Pois, a Solverde é pacífica, mas a questão complica-se quando jogamos naquelas casas de fora que não têm licença nenhuma cá em Portugal. Há muita malta que prefere arriscar lá por causa do RTP ser muito mais alto e os bónus não terem tantas regras absurdas, mas depois vivem sempre com o coração nas mãos na hora de puxar o dinheiro. Eu próprio ando a namorar um casino de Curaçau mas tenho um cagaço tremendo de mandar o guito para o Millennium e ficar com a conta congelada. Alguém costuma jogar por fora e tem tido problemas reais com transferências bancárias ultimamente? ![]()
Olha, @tvrix88 , vou dar-te a minha honesta perspetiva de quem anda nisto há anos. No mês passado saquei uns quinhentos euros limpos num desses casinos internacionais e, como tinha medo dos alertas automáticos do meu banco, usei a tática antiga de fracionar o levantamento. Pedi cem euros por dia ao longo de uma semana inteira diretamente para a minha conta do ActivoBank e garanto-te que correu tudo às mil maravilhas sem um único entrave ou pergunta da parte deles. O sistema informático da banca provavelmente nem repara nesses valores irrisórios porque parecem apenas pequenas transferências normais do dia a dia de um cidadão comum. De qualquer forma, convém realçar que isto só funciona bem para quem ganha tostões ou prémios muito modestos com alguma regularidade.
Exatamente, BenBenz, fizeste o clássico método do camuflado e para esses valores pequenos passa quase sempre sem levantar sobrolho nos departamentos de compliance dos bancos! ![]()
A tática do BenBenz serve para tostões, mas para prémios grandes a conversa é outra. Ganhar 2 ou 3 mil euros num casino ilegal e mandar aquilo fracionado para a Caixa ou para o BCP é pedir para ter as Finanças à perna. Nesses valores, a única alternativa viável é usar Skrill ou entrar direto em criptos como Tether ou Bitcoin. O dinheiro fica longe dos olhos do fisco numa primeira fase, mas o verdadeiro desafio é depois converter isso para euros e gastar sem deixar rasto no banco.

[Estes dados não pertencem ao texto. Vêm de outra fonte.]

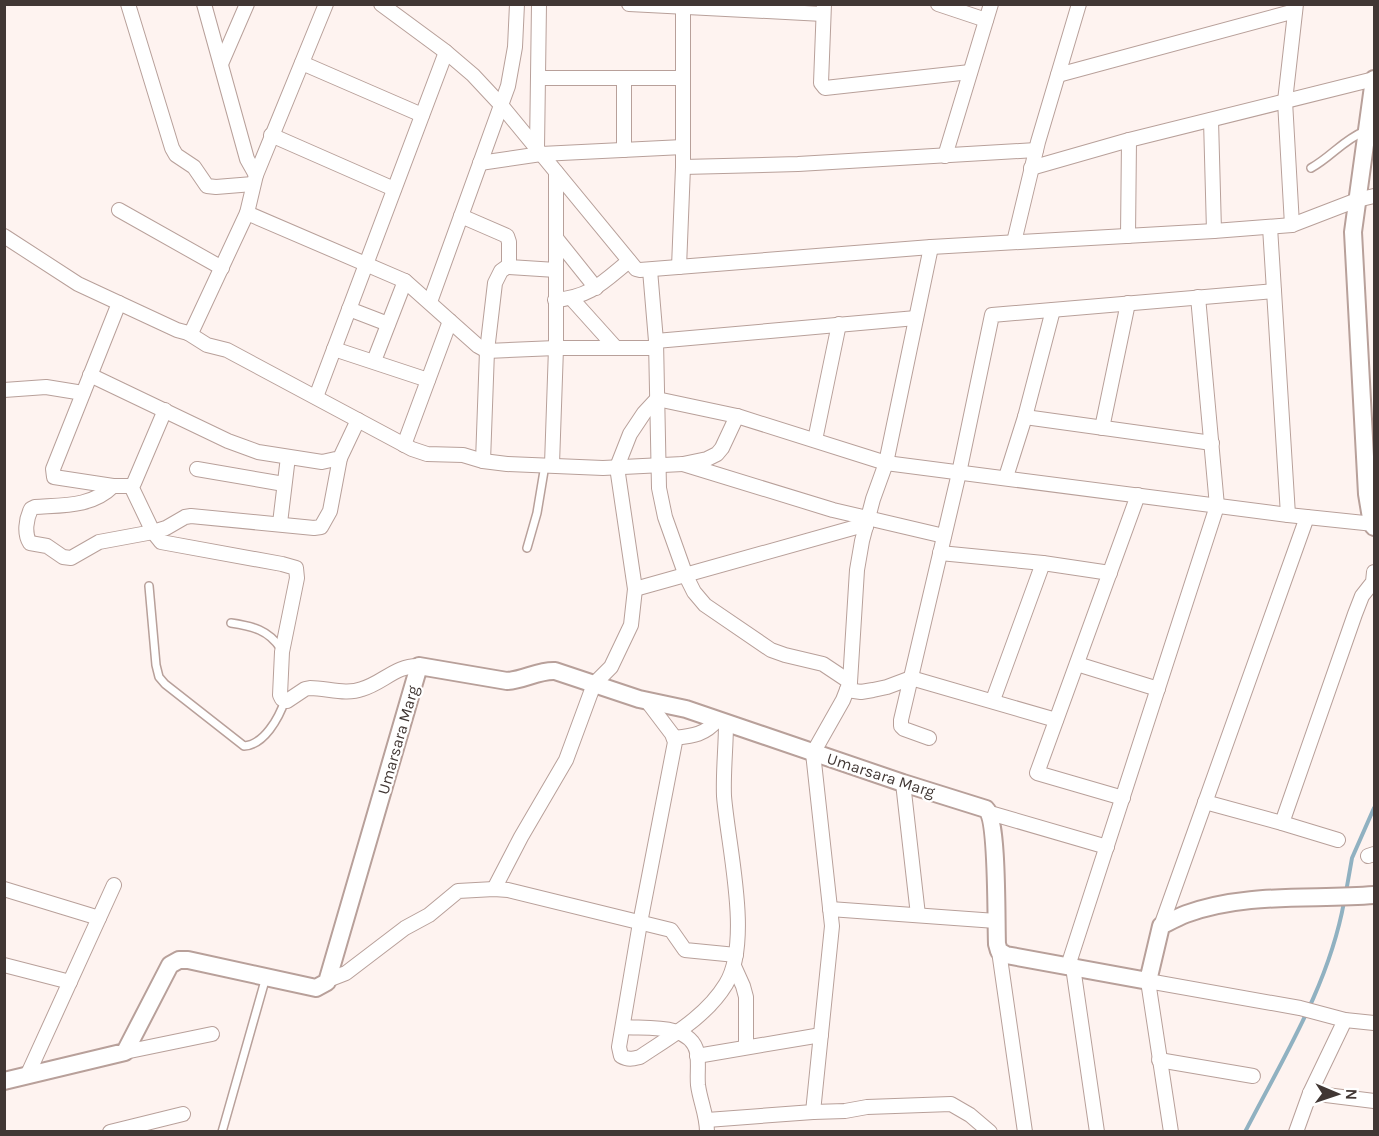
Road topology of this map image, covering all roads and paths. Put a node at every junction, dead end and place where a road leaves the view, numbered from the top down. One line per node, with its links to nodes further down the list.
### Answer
1 (128, 4): 43 (street)
2 (204, 4): 19 (street)
3 (247, 4): 19 (street)
4 (326, 4): 18 (street)
5 (517, 4): 27 (street)
6 (538, 4): 22 (street)
7 (629, 4): 12 (street)
8 (938, 4): 16 (street)
9 (991, 4): 16 (street)
10 (1079, 4): 21 (street)
11 (385, 5): 17 (street)
12 (683, 5): 13 (street); 24 (street)
13 (759, 7): 15 (street)
14 (1296, 8): 21 (street); 26 (street)
15 (824, 9): 20 (street)
16 (986, 20): 20 (street)
17 (446, 52): 27 (street); 28 (street)
18 (302, 63): 28 (street); 31 (street)
19 (221, 64): 43 (street)
20 (970, 72): 37 (street)
21 (1058, 75): 35 (street)
22 (539, 78): 23 (street); 36 (street)
23 (624, 78): 24 (street); 34 (street)
24 (683, 78): 33 (street)
25 (1374, 79): 26 (street); 30 (street)
26 (1285, 101): 29 (street); 50 (street)
27 (501, 105): 36 (street); 38 (street)
28 (422, 114): 44 (street)
29 (1211, 120): 32 (street); 52 (street)
30 (1367, 130): 41 (lane); 46 (street)
31 (271, 135): 43 (street); 44 (street)
32 (1129, 140): 40 (street); 53 (street)
33 (683, 147): 34 (street); 39 (street)
34 (624, 150): 36 (street)
35 (1036, 150): 37 (street); 40 (street)
36 (539, 151): 38 (street); 42 (street)
37 (945, 156): 39 (street)
38 (480, 163): 49 (street)
39 (683, 167): 61 (street)
40 (1031, 168): 56 (street)
41 (1311, 168)
42 (556, 171): 55 (street); 58 (street)
43 (255, 179): 48 (street)
44 (394, 189): 59 (street)
45 (1374, 196): 46 (street)
46 (1357, 200): 50 (street); 99 (street)
47 (119, 210): 62 (street)
48 (247, 213): 59 (street); 62 (street)
49 (461, 216): 60 (street); 71 (street)
50 (1292, 225): 51 (street)
51 (1270, 227): 52 (street); 67 (street)
52 (1214, 231): 53 (street)
53 (1128, 236): 56 (street)
54 (4, 237): 72 (street)
55 (556, 238): 63 (street); 66 (street)
56 (1014, 242): 57 (street)
57 (931, 247): 61 (street); 76 (street)
58 (630, 261): 64 (street); 66 (street)
59 (367, 263): 65 (street); 74 (street)
60 (508, 266): 63 (street); 85 (street)
61 (679, 267): 64 (street)
62 (222, 268): 80 (street)
63 (556, 270): 70 (street)
64 (650, 270): 81 (street)
65 (405, 280): 71 (street); 78 (street)
66 (596, 288): 69 (street)
67 (1274, 291): 68 (street); 119 (street)
68 (1198, 297): 73 (street); 100 (street)
69 (572, 298): 70 (street); 84 (street)
70 (555, 300): 83 (street)
71 (430, 302): 77 (street)
72 (119, 303): 80 (street); 87 (street)
73 (1128, 303): 75 (street); 97 (street)
74 (349, 309): 78 (street); 82 (street)
75 (1053, 310): 95 (street); 111 (street)
76 (916, 318): 79 (street); 105 (street)
77 (450, 321): 85 (street); 88 (street)
78 (388, 324): 86 (street)
79 (839, 324): 81 (street); 98 (street)
80 (188, 333): 91 (street)
81 (656, 344): 84 (street); 92 (street)
82 (334, 348): 86 (street); 91 (street)
83 (556, 348): 84 (street); 85 (street); 106 (street)
84 (616, 348)
85 (487, 351): 104 (street)
86 (374, 362): 88 (street)
87 (90, 375): 90 (street); 93 (street)
88 (428, 380): 101 (street)
89 (4, 390): 90 (street)
90 (83, 393): 116 (street)
91 (316, 397): 96 (street)
92 (657, 399): 94 (street); 107 (street); 109 (street)
93 (165, 410): 102 (street); 115 (street)
94 (737, 416): 98 (street); 108 (street)
95 (1025, 417): 97 (street); 112 (street)
96 (358, 420): 101 (street); 103 (street)
97 (1102, 428): 100 (street)
98 (815, 440): 105 (street)
99 (1369, 440): 123 (street)
100 (1212, 443): 118 (street)
101 (404, 445): 104 (street)
102 (288, 457): 103 (street); 113 (street)
103 (340, 458): 122 (street)
104 (483, 461): 106 (street)
105 (886, 463): 111 (street); 121 (street)
106 (548, 464): 109 (street); 126 (lane)
107 (658, 464): 108 (street); 109 (street); 130 (street)
108 (683, 464): 121 (street)
109 (617, 466): 133 (street)
110 (197, 469): 113 (street)
111 (959, 472): 112 (street); 125 (street)
112 (1006, 477): 117 (street)
113 (284, 484): 122 (street)
114 (113, 486): 115 (street); 116 (street); 116 (street)
115 (131, 486): 124 (street)
116 (57, 492): 124 (street)
117 (1138, 495): 118 (street); 129 (street)
118 (1217, 506): 119 (street); 141 (street)
119 (1288, 515): 120 (street)
120 (1307, 517): 123 (street); 152 (street)
121 (867, 523): 125 (street); 130 (street); 140 (street)
122 (280, 524): 124 (street)
123 (1374, 525)
124 (153, 532): 135 (street)
125 (944, 536): 127 (street)
126 (527, 548)
127 (940, 553): 128 (street); 138 (street)
128 (1043, 563): 129 (street); 143 (street)
129 (1110, 573): 136 (street)
130 (686, 576): 133 (street); 140 (street)
131 (1374, 579): 154 (street)
132 (149, 586): 142 (lane)
133 (635, 589): 139 (street)
134 (231, 623): 135 (lane)
135 (282, 651): 142 (street)
136 (1077, 664): 141 (street); 145 (street)
137 (419, 666): 139 (street, Umarsara Marg); 142 (street); 172 (street, Umarsara Marg)
138 (911, 678): 140 (street); 143 (street); 148 (street)
139 (594, 684): 144 (street, Umarsara Marg); 159 (street)
140 (848, 686): 149 (street)
141 (1158, 689): 151 (street)
142 (285, 700)
143 (993, 700): 145 (street)
144 (647, 701): 146 (street, Umarsara Marg); 147 (street)
145 (1056, 720): 151 (street)
146 (722, 722): 147 (street); 149 (street, Umarsara Marg); 168 (street)
147 (674, 738): 165 (street)
148 (929, 738)
149 (813, 753): 150 (street, Umarsara Marg); 161 (street)
150 (903, 783): 153 (street, Umarsara Marg); 162 (street)
151 (1123, 798): 156 (street)
152 (1205, 802): 154 (street); 166 (street)
153 (990, 813): 156 (street); 164 (street)
154 (1282, 823): 155 (street)
155 (1338, 840)
156 (1107, 847): 170 (street)
157 (114, 885): 163 (street)
158 (4, 889): 163 (street)
159 (494, 889): 165 (street); 172 (street)
160 (1369, 896): 166 (street)
161 (831, 909): 162 (street); 180 (street)
162 (918, 915): 164 (street)
163 (99, 918): 174 (street)
164 (996, 921): 167 (street)
165 (640, 923): 168 (street); 177 (street)
166 (1161, 926): 173 (street)
167 (999, 951): 170 (street); 196 (street)
168 (735, 961): 178 (street); 181 (street)
169 (4, 965): 174 (street)
170 (1071, 967): 173 (street); 197 (street)
171 (266, 977): 172 (street); 182 (street); 194 (lane)
172 (328, 980)
173 (1148, 981): 175 (street); 184 (street)
174 (70, 982): 185 (street)
175 (1345, 1020): 176 (street); 188 (street)
176 (1374, 1023)
177 (623, 1027): 178 (street); 178 (street)
178 (678, 1031): 183 (street)
179 (212, 1034): 182 (street)
180 (821, 1035): 181 (street); 190 (street)
181 (746, 1047): 183 (street)
182 (125, 1052): 185 (street)
183 (698, 1056): 192 (street)
184 (1159, 1060): 186 (street); 198 (street)
185 (27, 1076): 187 (street)
186 (1253, 1076)
187 (4, 1081)
188 (1310, 1093): 189 (street); 199 (street)
189 (1374, 1101)
190 (813, 1112): 192 (street); 195 (street)
191 (183, 1114): 193 (street)
192 (707, 1126)
193 (110, 1131)
194 (222, 1131)
195 (990, 1131)
196 (1025, 1131)
197 (1097, 1131)
198 (1171, 1131)
199 (1296, 1131)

@gamerlisboa91 obrigado pela dica valiosa, por acaso já tinha pensado na Skrill mas tinha medo que eles também bufassem as coisas às Finanças cá do burgo. ![]()
Olha que a Skrill e a Neteller são do mesmo grupo e também bufam dados se houver movimentos suspeitos. Se mandas de lá para um banco tuga, ficas com o guito congelado e pedem-te logo a origem dos fundos. Se mostrares extrato de casino ilegal, o banco rejeita e faz report por suspeita de branqueamento de capitais. O cerco apertou imenso e as Finanças andam famintas. É por isso que a malta que joga pesado usa carteiras privadas de crypto e gasta o guito diretamente com cartões de débito internacionais de crypto, sem nunca deixar o dinheiro tocar num banco nacional.
Malta,
Por todas estas razões e mais algumas, aconselho-vos a jogar exclusivamente em plataformas legalizadas.
Tenho plena consciência de que os casinos internacionais têm bónus mais aliciantes e que as taxas de retorno podem ser mais benéficas para os jogadores, mas lembrem-se que os bancos andam cada vez mais atentos a entradas de fundos vindos de países exóticos… e isso qualquer que seja o valor.